Un classico heavy metal di stampo moderno con pochi fronzoli, con ritornelli che si imparano sin dal primo ascolto. Nessuna velleità prog, nessuna suite lunghissima e cervellotica, ma tanta semplicità ed immediatezza e quel pizzico d’ingenuità, come nella miglior tradizione della Hammer, questo è in sintesi il progetto dei due tedeschi. Dopo aver posto fine all’avventura del progetto Empyrium che ha partorito quattro dischi stupendi (A Wintersunset (1996), Songs of Moors & Misty Fields (1997), Where at night the wood grouse plays (1999) e Weiland (2002)) che spaziavano dal black metal al folk sinfonico, quel folle genio compositore e polistrumentista di Schwadorf si è lanciato in questo progetto di più ampio respiro, ma non meno affascinante. Il mondo dei TVB è il mondo cupo, abitato dalle nostre paure più recondite che trasciniamo con noi sin dall’infanzia. E’ un rumore sconosciuto, un’ombra che si muove, la sensazione che qualcuno ci stia seguendo, una porta che cigola, un sussurro nel buio. E’ il mondo di celluloide in bianco e nero che più di una volta da bambini ci ha fatto coprire gli occhi all’apparizione dell’Uomo Lupo o di Frankenstein. Sulla nave della morte non manca nessuno: Bela Lugosi, Lon Chaney, Boris Karloff, Christopher Lee, Vincent Price, Peter Cushing: la loro presenza aleggia vivida più che mai tra le note di queste canzoni.

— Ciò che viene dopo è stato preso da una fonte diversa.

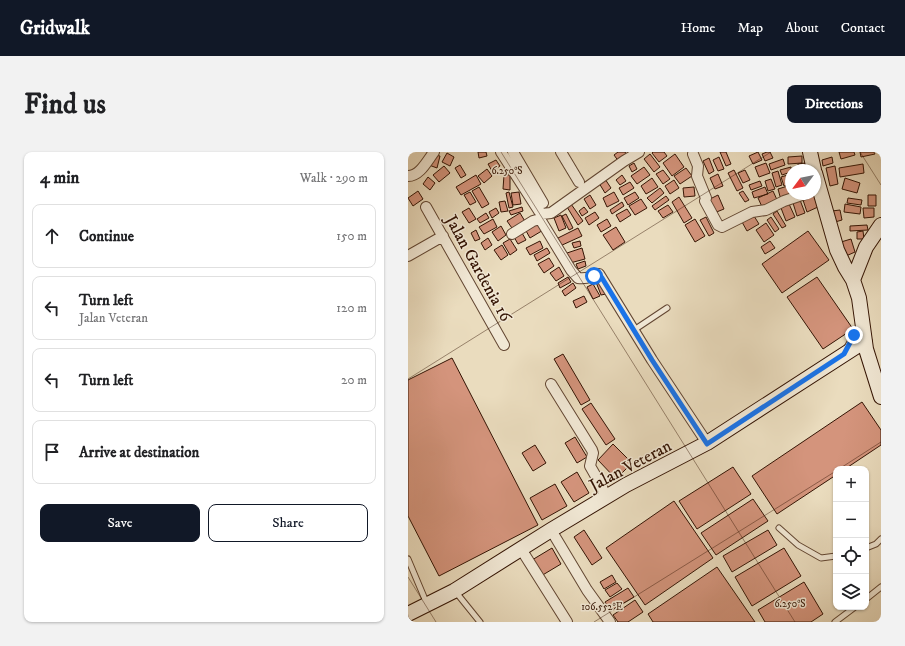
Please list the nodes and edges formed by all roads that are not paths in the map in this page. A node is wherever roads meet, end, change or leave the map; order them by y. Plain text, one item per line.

Veri e propri inni horror sono la bellissima introduzione: la sinfonica A Shadow Arose e poi The night of the living dead, Wolfmoon, The Long Night Rider e la splendida rilettura del tema portante di The Fog di John Carpenter in Elizabeth Dane con tanto di voce narrante, roba da far accapponare la pelle! Echi dei defunti Empyrium riemergono nella conclusiva Deathship Symphony il pezzo più articolato e complesso del disco, mentre ho riscontrato in Metropolis, un pezzo doom poco incisivo con un riff troppo simile a Sad But True dei Metallica, l’anello debole dell’opera. La mia, in ogni caso, è pura pignoleria perché questo disco, grazie soprattutto ad un songwriting semplice, agli arrangiamenti e agli orpelli (tastiere, parti sinfoniche, voci femminili e parti recitate) che ne arricchiscono l’atmosfera rendendola molto “cinematografica”, è un vero e proprio must per gli amanti dell’horror.
La Nave della Morte ha un nuovo capitano e sta per salpare. Avete voglia di una crociera nell’incubo?